WORK INSTRUCTIONS: Nothing but the pictures may be left out. Restate the rest of the entries word for word.

(Beginning of TASK DATA)

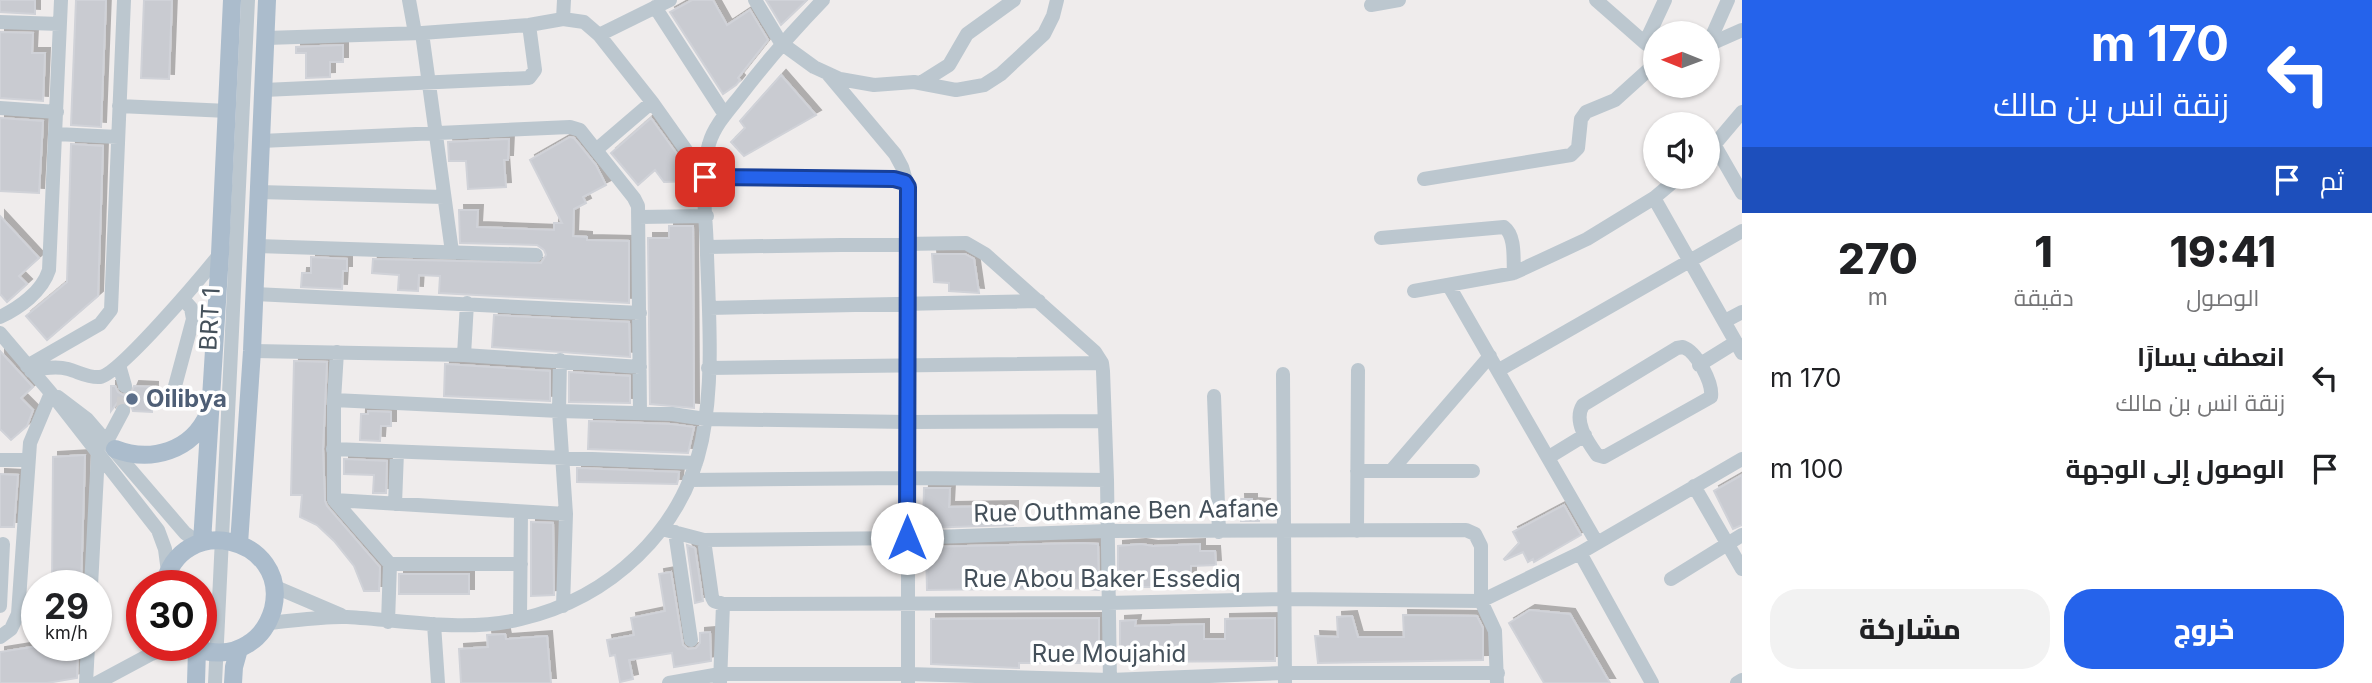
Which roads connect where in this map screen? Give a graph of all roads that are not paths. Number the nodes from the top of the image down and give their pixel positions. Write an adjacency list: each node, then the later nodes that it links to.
1 (61, 0): 23 (street)
2 (124, 0): 38 (street)
3 (232, 0): 40 (main road)
4 (248, 0): 141 (street, BRT 1)
5 (267, 0): 28 (main road)
6 (409, 0): 26 (street)
7 (564, 0): 19 (street)
8 (670, 0): 18 (street)
9 (755, 0): 31 (street)
10 (823, 0): 31 (street)
11 (1014, 0): 34 (street)
12 (1057, 0): 34 (street)
13 (1399, 0): 17 (street)
14 (1596, 0): 30 (street)
15 (1665, 0): 20 (street)
16 (1728, 0): 21 (street)
17 (1371, 5)
18 (654, 7): 27 (street); 43 (street)
19 (563, 19): 24 (street); 27 (street)
20 (1658, 21)
21 (1719, 21)
22 (0, 22): 23 (street)
23 (60, 24): 42 (street)
24 (529, 25): 26 (street); 35 (street)
25 (1742, 30): 29 (street)
26 (419, 33): 28 (street); 35 (street)
27 (599, 35): 37 (street)
28 (266, 38): 36 (main road)
29 (1720, 40)
30 (1643, 41)
31 (781, 43): 32 (street); 43 (street)
32 (827, 74): 34 (street); 53 (street)
33 (1643, 75): 52 (street)
34 (922, 82)
35 (429, 84): 36 (street); 44 (street)
36 (264, 90): 48 (main road)
37 (652, 102): 49 (street); 51 (street)
38 (119, 106): 40 (street); 46 (street)
39 (0, 108): 42 (street)
40 (228, 111): 67 (main road)
41 (1742, 111): 47 (street)
42 (57, 112): 45 (street)
43 (725, 115): 51 (street)
44 (436, 132): 48 (street); 49 (street); 57 (street)
45 (56, 134): 46 (street); 81 (street)
46 (118, 136): 96 (street)
47 (1720, 139)
48 (261, 141): 55 (main road)
49 (596, 150): 60 (street)
50 (1720, 161): 56 (street)
51 (705, 177): 53 (street); 59 (street)
52 (1424, 179)
53 (905, 182): 63 (street)
54 (1665, 189): 58 (street)
55 (259, 192): 57 (street); 64 (main road)
56 (1742, 193)
57 (444, 197): 66 (street)
58 (1654, 198): 69 (street); 70 (street)
59 (707, 216): 60 (street); 65 (street)
60 (639, 217): 80 (street)
61 (1742, 231): 69 (street)
62 (1381, 238): 70 (street)
63 (906, 244): 65 (street); 75 (street); 77 (street)
64 (257, 246): 66 (street); 73 (main road)
65 (707, 247): 78 (street)
66 (452, 252): 68 (street)
67 (220, 254): 74 (street); 105 (main road)
68 (536, 256)
69 (1688, 261): 82 (street); 98 (street)
70 (1514, 273): 71 (street)
71 (1449, 286): 72 (street); 88 (street)
72 (1414, 291)
73 (255, 294): 76 (street); 85 (main road)
74 (183, 299): 91 (street); 104 (street)
75 (1040, 301): 77 (street); 90 (street)
76 (467, 303): 80 (street); 87 (street)
77 (906, 304): 78 (street); 94 (street)
78 (709, 308): 95 (street)
79 (1742, 312): 82 (street)
80 (639, 313): 93 (street)
81 (0, 317)
82 (1725, 321): 84 (street)
83 (0, 333): 96 (street)
84 (1739, 347): 92 (street)
85 (252, 351): 86 (street); 141 (main road)
86 (337, 352): 87 (street); 103 (street)
87 (464, 355): 89 (street)
88 (1490, 356): 98 (street); 123 (street)
89 (560, 360): 93 (street); 107 (street)
90 (1102, 363): 94 (street); 110 (street)
91 (119, 365): 96 (street); 100 (street)
92 (1699, 365): 112 (street); 112 (street)
93 (640, 366): 108 (street)
94 (907, 366): 95 (street); 111 (street)
95 (708, 368): 109 (street)
96 (29, 369): 101 (street)
97 (1358, 370): 122 (street)
98 (1499, 370): 116 (street)
99 (1283, 374): 135 (street)
100 (125, 386)
101 (51, 393): 113 (street); 120 (street)
102 (1214, 396): 137 (street)
103 (334, 400): 107 (street); 114 (street)
104 (171, 401)
105 (210, 407): 113 (main road); 142 (main road)
106 (123, 411): 113 (street)
107 (559, 411): 108 (street); 118 (street)
108 (640, 412): 109 (street)
109 (705, 419): 111 (street); 121 (street)
110 (1105, 421): 111 (street); 127 (street)
111 (907, 422): 125 (street)
112 (1585, 435): 116 (street)
113 (107, 448): 142 (street); 151 (street); 152 (street)
114 (333, 449): 115 (street); 129 (street)
115 (397, 452): 118 (street); 130 (street)
116 (1549, 457): 143 (street)
117 (1742, 458): 128 (street)
118 (563, 459): 121 (street); 132 (street)
119 (0, 460): 120 (street)
120 (28, 460): 145 (street)
121 (696, 463): 126 (street)
122 (1357, 471): 123 (street); 136 (street)
123 (1391, 471): 124 (street)
124 (1473, 471)
125 (907, 478): 126 (street); 127 (street); 139 (street)
126 (690, 480): 133 (street)
127 (1107, 480): 134 (street)
128 (1695, 486): 143 (street); 146 (street)
129 (334, 500): 130 (street); 148 (street)
130 (395, 504): 131 (street)
131 (520, 512): 132 (street); 149 (street)
132 (566, 514): 162 (street)
133 (668, 530): 140 (street, Rue Outhmane Ben Aafane); 162 (street); 169 (street)
134 (1107, 531): 137 (street, Rue Outhmane Ben Aafane); 139 (street, Rue Outhmane Ben Aafane); 159 (street)
135 (1285, 531): 136 (street, Rue Outhmane Ben Aafane); 137 (street, Rue Outhmane Ben Aafane); 156 (street)
136 (1357, 531): 157 (street, Rue Outhmane Ben Aafane)
137 (1219, 532)
138 (1742, 535): 146 (street)
139 (907, 538): 140 (street, Rue Outhmane Ben Aafane); 158 (street)
140 (704, 540): 160 (street)
141 (230, 542): 142 (main road); 155 (main road); 171 (street, BRT 1)
142 (201, 543): 153 (main road)
143 (1597, 543): 147 (street)
144 (1, 544): 145 (street); 161 (street)
145 (22, 545): 168 (street)
146 (1727, 545): 150 (street); 154 (street)
147 (1580, 553): 157 (street); 189 (street)
148 (390, 564): 149 (street); 165 (street)
149 (521, 564): 164 (street)
150 (1742, 569)
151 (93, 570)
152 (166, 570)
153 (171, 570)
154 (1671, 579)
155 (274, 586): 163 (street); 166 (main road)
156 (1285, 600): 157 (street, Rue Abou Baker Essediq); 159 (street, Rue Abou Baker Essediq); 177 (street)
157 (1481, 601): 178 (street)
158 (908, 602): 159 (street, Rue Abou Baker Essediq); 160 (street, Rue Abou Baker Essediq); 179 (street)
159 (1108, 603): 181 (street)
160 (723, 604): 176 (street)
161 (0, 606)
162 (563, 606): 164 (street)
163 (346, 617): 165 (street); 166 (street)
164 (520, 619): 167 (street)
165 (388, 622): 167 (street)
166 (268, 623): 170 (main road)
167 (434, 624): 187 (street)
168 (0, 637)
169 (691, 640)
170 (239, 649): 171 (main road); 186 (main road)
171 (217, 653)
172 (87, 661): 182 (street)
173 (139, 661): 183 (street)
174 (196, 661): 184 (main road)
175 (216, 661): 185 (street, BRT 1)
176 (720, 678): 179 (street, Rue Moujahid); 188 (street, Rue Moujahid)
177 (1284, 678): 178 (street, Rue Moujahid); 181 (street, Rue Moujahid)
178 (1497, 678)
179 (908, 679): 181 (street, Rue Moujahid)
180 (1742, 680): 190 (street)
181 (1110, 682)
182 (86, 683)
183 (97, 683)
184 (197, 683)
185 (215, 683)
186 (233, 683)
187 (438, 683)
188 (669, 683)
189 (1652, 683)
190 (1737, 683)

(End of TASK DATA)

EXPECTED ANSWER:
Which roads connect where in this map screen? Give a graph of all roads that are not paths. Number the nodes from the top of the image down and give their pixel positions. Write an adjacency list: each node, then the later nodes that it links to.
1 (61, 0): 23 (street)
2 (124, 0): 38 (street)
3 (232, 0): 40 (main road)
4 (248, 0): 141 (street, BRT 1)
5 (267, 0): 28 (main road)
6 (409, 0): 26 (street)
7 (564, 0): 19 (street)
8 (670, 0): 18 (street)
9 (755, 0): 31 (street)
10 (823, 0): 31 (street)
11 (1014, 0): 34 (street)
12 (1057, 0): 34 (street)
13 (1399, 0): 17 (street)
14 (1596, 0): 30 (street)
15 (1665, 0): 20 (street)
16 (1728, 0): 21 (street)
17 (1371, 5)
18 (654, 7): 27 (street); 43 (street)
19 (563, 19): 24 (street); 27 (street)
20 (1658, 21)
21 (1719, 21)
22 (0, 22): 23 (street)
23 (60, 24): 42 (street)
24 (529, 25): 26 (street); 35 (street)
25 (1742, 30): 29 (street)
26 (419, 33): 28 (street); 35 (street)
27 (599, 35): 37 (street)
28 (266, 38): 36 (main road)
29 (1720, 40)
30 (1643, 41)
31 (781, 43): 32 (street); 43 (street)
32 (827, 74): 34 (street); 53 (street)
33 (1643, 75): 52 (street)
34 (922, 82)
35 (429, 84): 36 (street); 44 (street)
36 (264, 90): 48 (main road)
37 (652, 102): 49 (street); 51 (street)
38 (119, 106): 40 (street); 46 (street)
39 (0, 108): 42 (street)
40 (228, 111): 67 (main road)
41 (1742, 111): 47 (street)
42 (57, 112): 45 (street)
43 (725, 115): 51 (street)
44 (436, 132): 48 (street); 49 (street); 57 (street)
45 (56, 134): 46 (street); 81 (street)
46 (118, 136): 96 (street)
47 (1720, 139)
48 (261, 141): 55 (main road)
49 (596, 150): 60 (street)
50 (1720, 161): 56 (street)
51 (705, 177): 53 (street); 59 (street)
52 (1424, 179)
53 (905, 182): 63 (street)
54 (1665, 189): 58 (street)
55 (259, 192): 57 (street); 64 (main road)
56 (1742, 193)
57 (444, 197): 66 (street)
58 (1654, 198): 69 (street); 70 (street)
59 (707, 216): 60 (street); 65 (street)
60 (639, 217): 80 (street)
61 (1742, 231): 69 (street)
62 (1381, 238): 70 (street)
63 (906, 244): 65 (street); 75 (street); 77 (street)
64 (257, 246): 66 (street); 73 (main road)
65 (707, 247): 78 (street)
66 (452, 252): 68 (street)
67 (220, 254): 74 (street); 105 (main road)
68 (536, 256)
69 (1688, 261): 82 (street); 98 (street)
70 (1514, 273): 71 (street)
71 (1449, 286): 72 (street); 88 (street)
72 (1414, 291)
73 (255, 294): 76 (street); 85 (main road)
74 (183, 299): 91 (street); 104 (street)
75 (1040, 301): 77 (street); 90 (street)
76 (467, 303): 80 (street); 87 (street)
77 (906, 304): 78 (street); 94 (street)
78 (709, 308): 95 (street)
79 (1742, 312): 82 (street)
80 (639, 313): 93 (street)
81 (0, 317)
82 (1725, 321): 84 (street)
83 (0, 333): 96 (street)
84 (1739, 347): 92 (street)
85 (252, 351): 86 (street); 141 (main road)
86 (337, 352): 87 (street); 103 (street)
87 (464, 355): 89 (street)
88 (1490, 356): 98 (street); 123 (street)
89 (560, 360): 93 (street); 107 (street)
90 (1102, 363): 94 (street); 110 (street)
91 (119, 365): 96 (street); 100 (street)
92 (1699, 365): 112 (street); 112 (street)
93 (640, 366): 108 (street)
94 (907, 366): 95 (street); 111 (street)
95 (708, 368): 109 (street)
96 (29, 369): 101 (street)
97 (1358, 370): 122 (street)
98 (1499, 370): 116 (street)
99 (1283, 374): 135 (street)
100 (125, 386)
101 (51, 393): 113 (street); 120 (street)
102 (1214, 396): 137 (street)
103 (334, 400): 107 (street); 114 (street)
104 (171, 401)
105 (210, 407): 113 (main road); 142 (main road)
106 (123, 411): 113 (street)
107 (559, 411): 108 (street); 118 (street)
108 (640, 412): 109 (street)
109 (705, 419): 111 (street); 121 (street)
110 (1105, 421): 111 (street); 127 (street)
111 (907, 422): 125 (street)
112 (1585, 435): 116 (street)
113 (107, 448): 142 (street); 151 (street); 152 (street)
114 (333, 449): 115 (street); 129 (street)
115 (397, 452): 118 (street); 130 (street)
116 (1549, 457): 143 (street)
117 (1742, 458): 128 (street)
118 (563, 459): 121 (street); 132 (street)
119 (0, 460): 120 (street)
120 (28, 460): 145 (street)
121 (696, 463): 126 (street)
122 (1357, 471): 123 (street); 136 (street)
123 (1391, 471): 124 (street)
124 (1473, 471)
125 (907, 478): 126 (street); 127 (street); 139 (street)
126 (690, 480): 133 (street)
127 (1107, 480): 134 (street)
128 (1695, 486): 143 (street); 146 (street)
129 (334, 500): 130 (street); 148 (street)
130 (395, 504): 131 (street)
131 (520, 512): 132 (street); 149 (street)
132 (566, 514): 162 (street)
133 (668, 530): 140 (street, Rue Outhmane Ben Aafane); 162 (street); 169 (street)
134 (1107, 531): 137 (street, Rue Outhmane Ben Aafane); 139 (street, Rue Outhmane Ben Aafane); 159 (street)
135 (1285, 531): 136 (street, Rue Outhmane Ben Aafane); 137 (street, Rue Outhmane Ben Aafane); 156 (street)
136 (1357, 531): 157 (street, Rue Outhmane Ben Aafane)
137 (1219, 532)
138 (1742, 535): 146 (street)
139 (907, 538): 140 (street, Rue Outhmane Ben Aafane); 158 (street)
140 (704, 540): 160 (street)
141 (230, 542): 142 (main road); 155 (main road); 171 (street, BRT 1)
142 (201, 543): 153 (main road)
143 (1597, 543): 147 (street)
144 (1, 544): 145 (street); 161 (street)
145 (22, 545): 168 (street)
146 (1727, 545): 150 (street); 154 (street)
147 (1580, 553): 157 (street); 189 (street)
148 (390, 564): 149 (street); 165 (street)
149 (521, 564): 164 (street)
150 (1742, 569)
151 (93, 570)
152 (166, 570)
153 (171, 570)
154 (1671, 579)
155 (274, 586): 163 (street); 166 (main road)
156 (1285, 600): 157 (street, Rue Abou Baker Essediq); 159 (street, Rue Abou Baker Essediq); 177 (street)
157 (1481, 601): 178 (street)
158 (908, 602): 159 (street, Rue Abou Baker Essediq); 160 (street, Rue Abou Baker Essediq); 179 (street)
159 (1108, 603): 181 (street)
160 (723, 604): 176 (street)
161 (0, 606)
162 (563, 606): 164 (street)
163 (346, 617): 165 (street); 166 (street)
164 (520, 619): 167 (street)
165 (388, 622): 167 (street)
166 (268, 623): 170 (main road)
167 (434, 624): 187 (street)
168 (0, 637)
169 (691, 640)
170 (239, 649): 171 (main road); 186 (main road)
171 (217, 653)
172 (87, 661): 182 (street)
173 (139, 661): 183 (street)
174 (196, 661): 184 (main road)
175 (216, 661): 185 (street, BRT 1)
176 (720, 678): 179 (street, Rue Moujahid); 188 (street, Rue Moujahid)
177 (1284, 678): 178 (street, Rue Moujahid); 181 (street, Rue Moujahid)
178 (1497, 678)
179 (908, 679): 181 (street, Rue Moujahid)
180 (1742, 680): 190 (street)
181 (1110, 682)
182 (86, 683)
183 (97, 683)
184 (197, 683)
185 (215, 683)
186 (233, 683)
187 (438, 683)
188 (669, 683)
189 (1652, 683)
190 (1737, 683)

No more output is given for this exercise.